What this task involves >> Whenever the word "down" turns up in a line of the data below, copy that line.

Exercise data >>
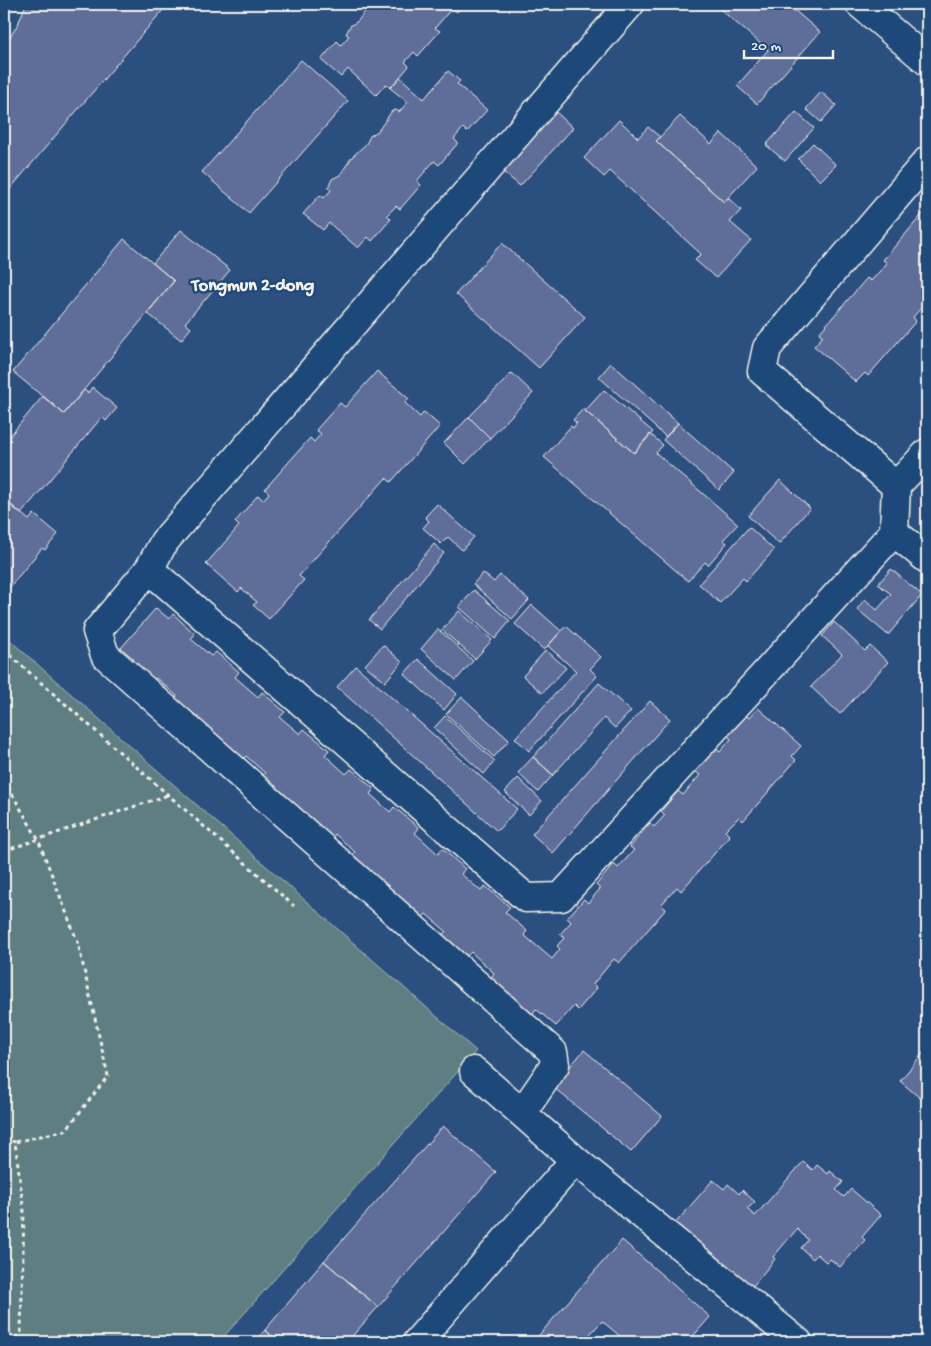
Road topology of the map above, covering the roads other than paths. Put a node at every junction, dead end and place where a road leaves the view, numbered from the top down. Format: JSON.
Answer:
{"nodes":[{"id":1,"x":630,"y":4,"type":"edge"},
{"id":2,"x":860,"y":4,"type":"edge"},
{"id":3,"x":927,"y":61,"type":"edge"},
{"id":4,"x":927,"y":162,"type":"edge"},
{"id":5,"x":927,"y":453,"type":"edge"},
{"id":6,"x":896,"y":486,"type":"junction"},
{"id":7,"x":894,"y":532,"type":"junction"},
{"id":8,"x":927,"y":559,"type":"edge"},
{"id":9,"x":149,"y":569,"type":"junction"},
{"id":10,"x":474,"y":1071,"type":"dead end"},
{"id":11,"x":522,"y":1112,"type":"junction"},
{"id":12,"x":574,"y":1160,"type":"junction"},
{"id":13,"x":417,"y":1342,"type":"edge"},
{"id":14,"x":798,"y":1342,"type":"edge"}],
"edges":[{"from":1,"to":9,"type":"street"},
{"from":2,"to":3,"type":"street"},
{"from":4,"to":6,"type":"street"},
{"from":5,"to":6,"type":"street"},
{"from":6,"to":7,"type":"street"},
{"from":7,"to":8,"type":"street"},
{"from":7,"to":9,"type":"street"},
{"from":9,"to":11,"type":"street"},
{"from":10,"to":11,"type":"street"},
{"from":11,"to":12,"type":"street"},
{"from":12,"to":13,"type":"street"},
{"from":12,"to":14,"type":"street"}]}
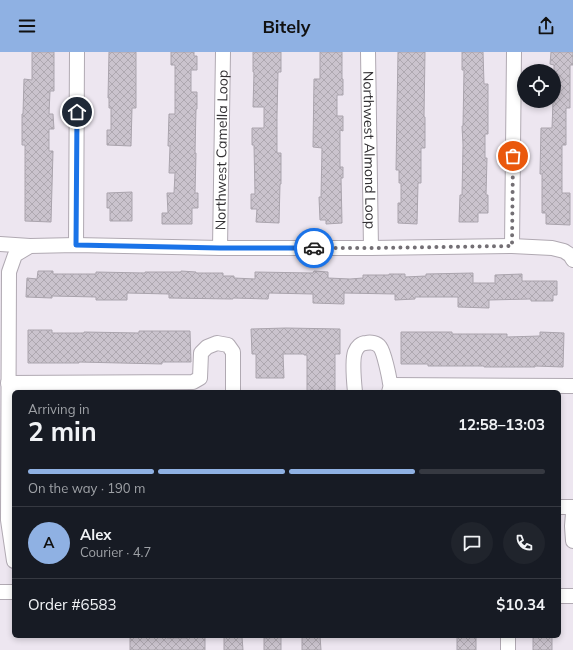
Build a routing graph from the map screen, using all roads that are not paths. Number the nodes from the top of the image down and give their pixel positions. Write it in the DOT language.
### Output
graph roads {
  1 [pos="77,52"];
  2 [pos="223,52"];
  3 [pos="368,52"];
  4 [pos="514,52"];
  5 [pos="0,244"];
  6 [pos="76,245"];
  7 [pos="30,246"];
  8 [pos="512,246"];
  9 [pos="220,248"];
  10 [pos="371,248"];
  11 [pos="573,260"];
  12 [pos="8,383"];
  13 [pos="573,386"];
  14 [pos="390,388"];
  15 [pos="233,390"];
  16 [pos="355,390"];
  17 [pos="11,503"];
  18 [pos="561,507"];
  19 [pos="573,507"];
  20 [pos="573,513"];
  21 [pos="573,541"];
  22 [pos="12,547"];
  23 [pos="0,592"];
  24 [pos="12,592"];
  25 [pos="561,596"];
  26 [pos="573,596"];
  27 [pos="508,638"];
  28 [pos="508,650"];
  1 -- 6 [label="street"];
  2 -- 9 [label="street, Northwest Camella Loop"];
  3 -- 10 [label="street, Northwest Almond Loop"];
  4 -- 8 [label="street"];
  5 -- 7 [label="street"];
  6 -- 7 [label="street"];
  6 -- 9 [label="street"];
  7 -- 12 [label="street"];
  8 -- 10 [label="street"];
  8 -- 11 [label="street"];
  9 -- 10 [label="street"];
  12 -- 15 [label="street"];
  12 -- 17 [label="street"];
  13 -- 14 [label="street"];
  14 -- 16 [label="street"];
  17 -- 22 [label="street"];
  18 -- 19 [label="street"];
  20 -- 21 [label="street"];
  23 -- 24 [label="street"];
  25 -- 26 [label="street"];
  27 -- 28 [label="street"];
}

* * *

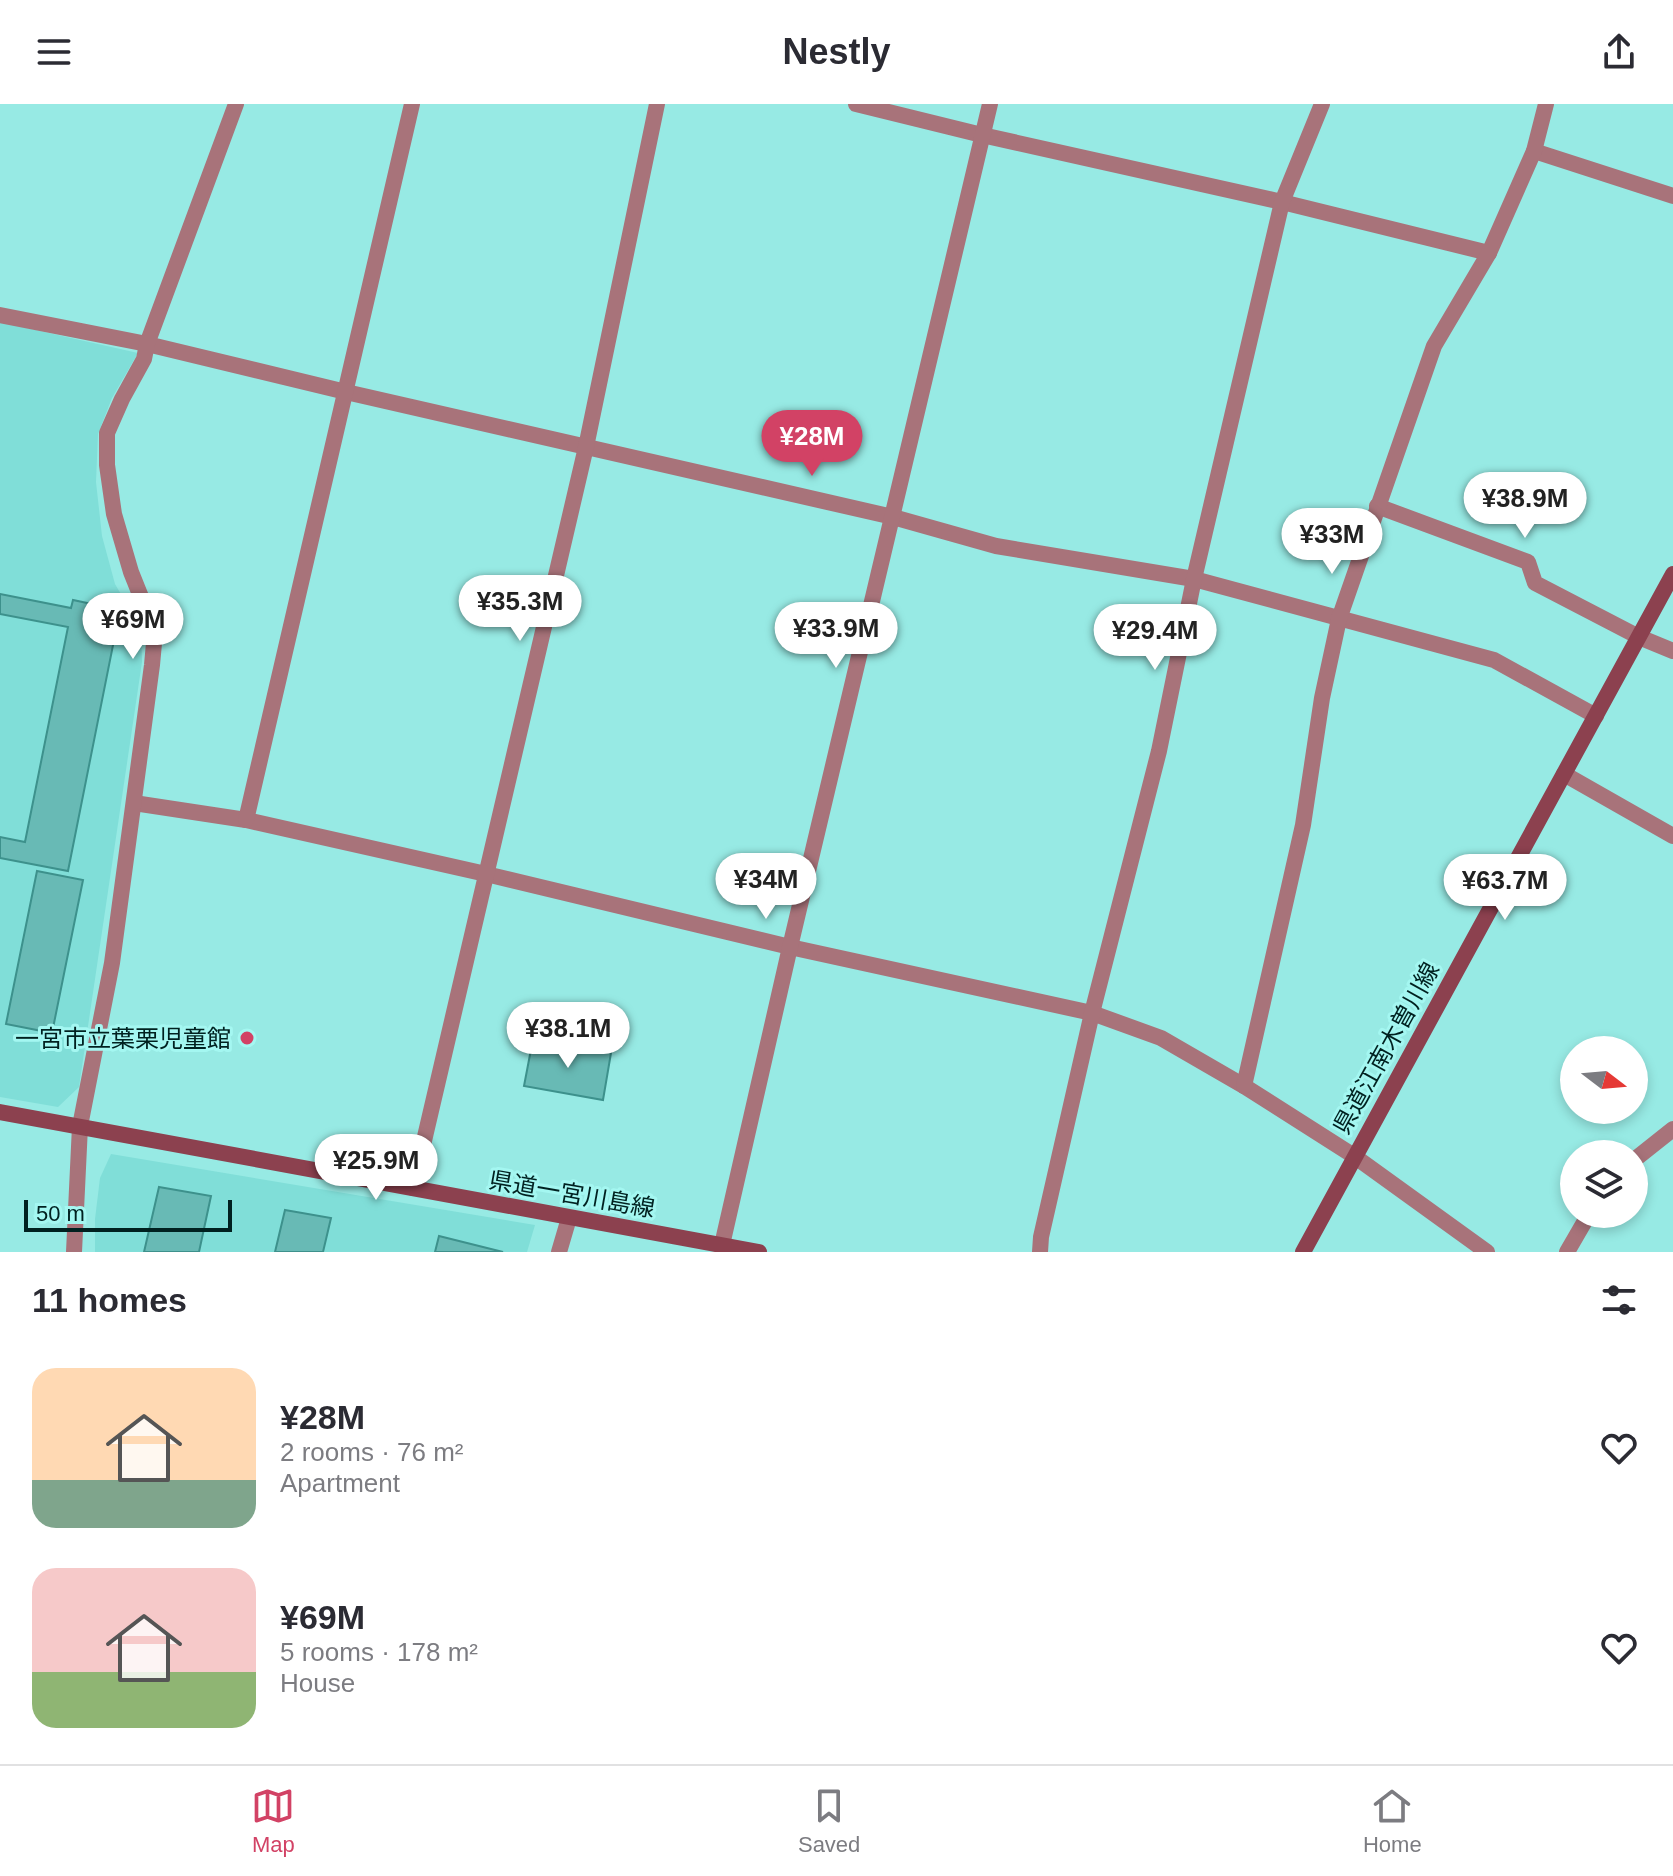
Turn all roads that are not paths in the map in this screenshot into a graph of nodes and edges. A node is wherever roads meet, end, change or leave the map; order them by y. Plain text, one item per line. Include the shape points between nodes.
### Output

Reply to the exercise >>
Road topology of the map above, covering the roads other than paths. Put a node at every junction, dead end and place where a road leaves the view, numbered from the top down. Format: JSON.
Build a routing graph from the map screen, using all roads that are not paths. Number the nodes from the top of the image down and give their pixel positions. Write it in the DOT language.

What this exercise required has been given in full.